BERTUAHPOS.COM, PEKANBARU — Jaringan Kerja Penyelamat Hutan Riau (Jikalahari) dan Senarai menilai putusan perkara lingkungan hidup 12 kabulaten/kota di Riau sepanjang 2020 layak diapresiasi.
Hal itu lantaran putusan majelis hakim yang dipantau oleh Senarai dalam perkara Karhutla, yang melibatkan korporasi perkebunan Sawit—PT Sumber Sawit Sejahtera (SSS), PT Adei Plantation and Industry di PN Pelalawan dan PT Teso Indah (TI)—di PN Rengat membuka tabir bobroknya pengawasan lingkungan hidup yang dilakukan oleh pemerintah daerah.
“Karhutla terjadi salah satu penyebabnya karena lemahnya pengawasan pemerintah daerah,” kata Suryadi, Peneliti Senarai dalam keterangan resminya yang diterima Bertuahpos.com, Selasa, 12 Januari 2021.
Dia menuturkan, dalam tiga putusan itu hakim menemukan; pertama, dalam putusan PT SSS, Majelis hakim berpendapat, kebakaran di lahan PT SSS jadi pembelajaran bagi pemerintah daerah yang telah mengeluarkan izin lingkungan agar selalu mengawasi di lapangan secara periodik dan berkala.
“Bukan hanya berdasarkan laporan namun terus terjadi kebakaran di lahan-lahan baru. Pencegahan kebakaran harus dikedepankan dan dapat dioptimalkan. Perizinan bukan formalitas tapi substansi dan implementasinya,” kata Ketua Majelis Hakim Bambang Setyawan.
Kedua, dalam putusan PT TI, Hakim berkeyakinan bahwa perusahaan tidak menaati dan menjalankan Analisis Dampak Lingkungan (Amdal) dan upaya perlindungan lahan konsesi yang diberi izin pemerintah.
Ketiga, dalam putusan PT Adei Plantation Industri, Ketua Majelis Hakim, Babang Setyawan menyatakan, perkara ini harus jadi pelajaran kita semua, khususnya pemerintah daerah dan kementrian yang mengeluarkan izin lingkungan, selalu melakukan pengawasan ke lapangan secara periodik dan berkala. Tidak hanya berdasarkan laporan atau setelah terjadinya kebakaran.

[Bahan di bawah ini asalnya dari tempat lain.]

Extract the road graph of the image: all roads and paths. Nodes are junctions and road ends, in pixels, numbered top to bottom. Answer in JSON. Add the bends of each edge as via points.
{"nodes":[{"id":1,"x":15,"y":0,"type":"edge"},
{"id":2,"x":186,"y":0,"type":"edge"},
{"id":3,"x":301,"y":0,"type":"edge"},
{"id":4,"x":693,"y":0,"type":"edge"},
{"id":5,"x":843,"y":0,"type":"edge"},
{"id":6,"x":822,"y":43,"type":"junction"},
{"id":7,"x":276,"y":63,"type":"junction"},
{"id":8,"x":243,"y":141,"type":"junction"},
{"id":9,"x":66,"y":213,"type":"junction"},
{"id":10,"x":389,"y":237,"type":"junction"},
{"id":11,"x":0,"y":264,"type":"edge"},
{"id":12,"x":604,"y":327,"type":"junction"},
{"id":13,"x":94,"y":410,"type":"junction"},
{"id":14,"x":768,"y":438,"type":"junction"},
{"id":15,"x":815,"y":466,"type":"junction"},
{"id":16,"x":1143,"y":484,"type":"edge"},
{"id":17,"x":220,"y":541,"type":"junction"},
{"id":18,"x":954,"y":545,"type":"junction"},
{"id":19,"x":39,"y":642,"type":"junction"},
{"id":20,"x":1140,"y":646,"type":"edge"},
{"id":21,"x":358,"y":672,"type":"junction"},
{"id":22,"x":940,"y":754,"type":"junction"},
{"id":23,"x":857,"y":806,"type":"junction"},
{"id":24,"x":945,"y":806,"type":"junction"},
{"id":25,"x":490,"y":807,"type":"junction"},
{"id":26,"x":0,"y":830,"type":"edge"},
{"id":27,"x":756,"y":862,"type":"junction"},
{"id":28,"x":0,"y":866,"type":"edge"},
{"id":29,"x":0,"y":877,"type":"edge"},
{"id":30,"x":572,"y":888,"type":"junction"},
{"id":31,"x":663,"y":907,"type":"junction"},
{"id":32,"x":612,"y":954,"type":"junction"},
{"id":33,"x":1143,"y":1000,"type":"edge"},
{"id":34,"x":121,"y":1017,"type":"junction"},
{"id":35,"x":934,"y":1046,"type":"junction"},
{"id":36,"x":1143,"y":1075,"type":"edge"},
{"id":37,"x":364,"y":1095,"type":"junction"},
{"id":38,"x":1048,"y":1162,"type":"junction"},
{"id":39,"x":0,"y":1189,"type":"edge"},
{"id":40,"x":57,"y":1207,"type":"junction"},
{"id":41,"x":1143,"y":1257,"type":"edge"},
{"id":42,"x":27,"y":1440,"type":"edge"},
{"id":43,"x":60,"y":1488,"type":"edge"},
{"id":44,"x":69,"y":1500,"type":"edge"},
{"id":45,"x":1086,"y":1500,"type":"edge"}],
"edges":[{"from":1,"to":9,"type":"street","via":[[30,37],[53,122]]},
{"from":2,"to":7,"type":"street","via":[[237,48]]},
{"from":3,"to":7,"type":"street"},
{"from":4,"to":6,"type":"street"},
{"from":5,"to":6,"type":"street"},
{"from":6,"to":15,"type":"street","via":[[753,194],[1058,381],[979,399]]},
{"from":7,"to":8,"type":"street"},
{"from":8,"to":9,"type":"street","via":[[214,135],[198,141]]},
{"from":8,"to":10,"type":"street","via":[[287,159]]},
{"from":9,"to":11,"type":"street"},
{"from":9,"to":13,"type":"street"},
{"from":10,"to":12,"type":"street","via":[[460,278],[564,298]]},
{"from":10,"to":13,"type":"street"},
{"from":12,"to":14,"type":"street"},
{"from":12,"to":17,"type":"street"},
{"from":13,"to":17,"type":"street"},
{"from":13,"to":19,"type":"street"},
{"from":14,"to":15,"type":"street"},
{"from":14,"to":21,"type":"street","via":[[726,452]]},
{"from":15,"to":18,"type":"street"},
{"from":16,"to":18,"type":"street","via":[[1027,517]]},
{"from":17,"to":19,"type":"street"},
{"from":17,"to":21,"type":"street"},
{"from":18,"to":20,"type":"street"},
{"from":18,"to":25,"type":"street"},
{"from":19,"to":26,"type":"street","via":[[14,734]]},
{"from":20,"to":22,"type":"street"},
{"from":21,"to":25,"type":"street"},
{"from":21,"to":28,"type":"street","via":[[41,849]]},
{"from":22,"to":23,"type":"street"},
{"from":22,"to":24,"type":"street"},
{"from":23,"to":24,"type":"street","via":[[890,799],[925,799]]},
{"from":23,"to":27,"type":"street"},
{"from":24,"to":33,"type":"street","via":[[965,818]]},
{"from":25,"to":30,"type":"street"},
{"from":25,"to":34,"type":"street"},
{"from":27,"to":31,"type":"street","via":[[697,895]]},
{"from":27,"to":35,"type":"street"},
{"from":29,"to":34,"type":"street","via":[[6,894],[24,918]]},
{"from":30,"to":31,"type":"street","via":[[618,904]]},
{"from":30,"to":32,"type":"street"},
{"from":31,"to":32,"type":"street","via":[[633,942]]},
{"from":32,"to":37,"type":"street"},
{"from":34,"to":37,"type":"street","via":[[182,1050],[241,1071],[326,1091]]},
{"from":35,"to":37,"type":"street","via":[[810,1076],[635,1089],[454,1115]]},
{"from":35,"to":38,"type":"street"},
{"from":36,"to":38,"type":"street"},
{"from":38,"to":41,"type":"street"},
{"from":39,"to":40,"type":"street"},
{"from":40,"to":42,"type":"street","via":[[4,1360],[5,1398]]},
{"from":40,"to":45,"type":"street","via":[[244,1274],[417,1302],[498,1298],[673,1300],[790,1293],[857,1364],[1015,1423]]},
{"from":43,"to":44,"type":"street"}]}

Semua pihak harus lebih pro natura dan pencegahan kebakaran lebih dikedepankan, sehingga perizinan bukan hanya formalitas, tetapi pada substansi, implementasi dan evaluasinya.
Senarai menghitung masalah lingkungan hidup 12 kabupaten/kota di Riau, tahun 2020. Rujukannya berdasarkan, Sistem Informasi Penelusuran Perkara (SIPP) 11 pengadilan tingkat pertama di Riau.
Untuk diketahui, perkara-perkara dari Kabupaten Kepulauan Meranti masih diadili di Pengadilan Negeri Bengkalis. Ada 18 klasifikasi perkara pidana lingkungan hidup yang ditinjau.
Berdasarkan jumlah perkara, Kuantan Singingi dan Rokan Hilir, wilayah paling buruk kualitas lingkungan hidupnya dengan jumlah masing-masing 22 perkara.
Selanjutnya Indragiri Hulu dan Bengkalis 20 perkara, Pelalawan dan Pekanbaru 17 perkara, Kepulauan Meranti 9 perkara, Siak 8 perkara, Indragiri Hilir 5 perkara, Kampar dan Dumai 4 perkara.
Hanya Rokan Hulu yang tidak ada perkara lingkungan hidup pada tahun tersebut. Namun, bila ditinjau dari jenis-jenis perkara lingkungan hidupnya, Pelalawan lebih banyak masalah lingkungannya.
Antara lain, hal-hal yang mengakibatkan kerusakan dan pencemaran lingkungan hidup; kebakaran hutan; kerusakan lingkungan akibat kegiatan pertambangan (mineral, batu bara), minyak dan gas bumi; konservasi sumber daya alam; penebangan kayu dan satwa liar (penangkapan, perdagangan, dll).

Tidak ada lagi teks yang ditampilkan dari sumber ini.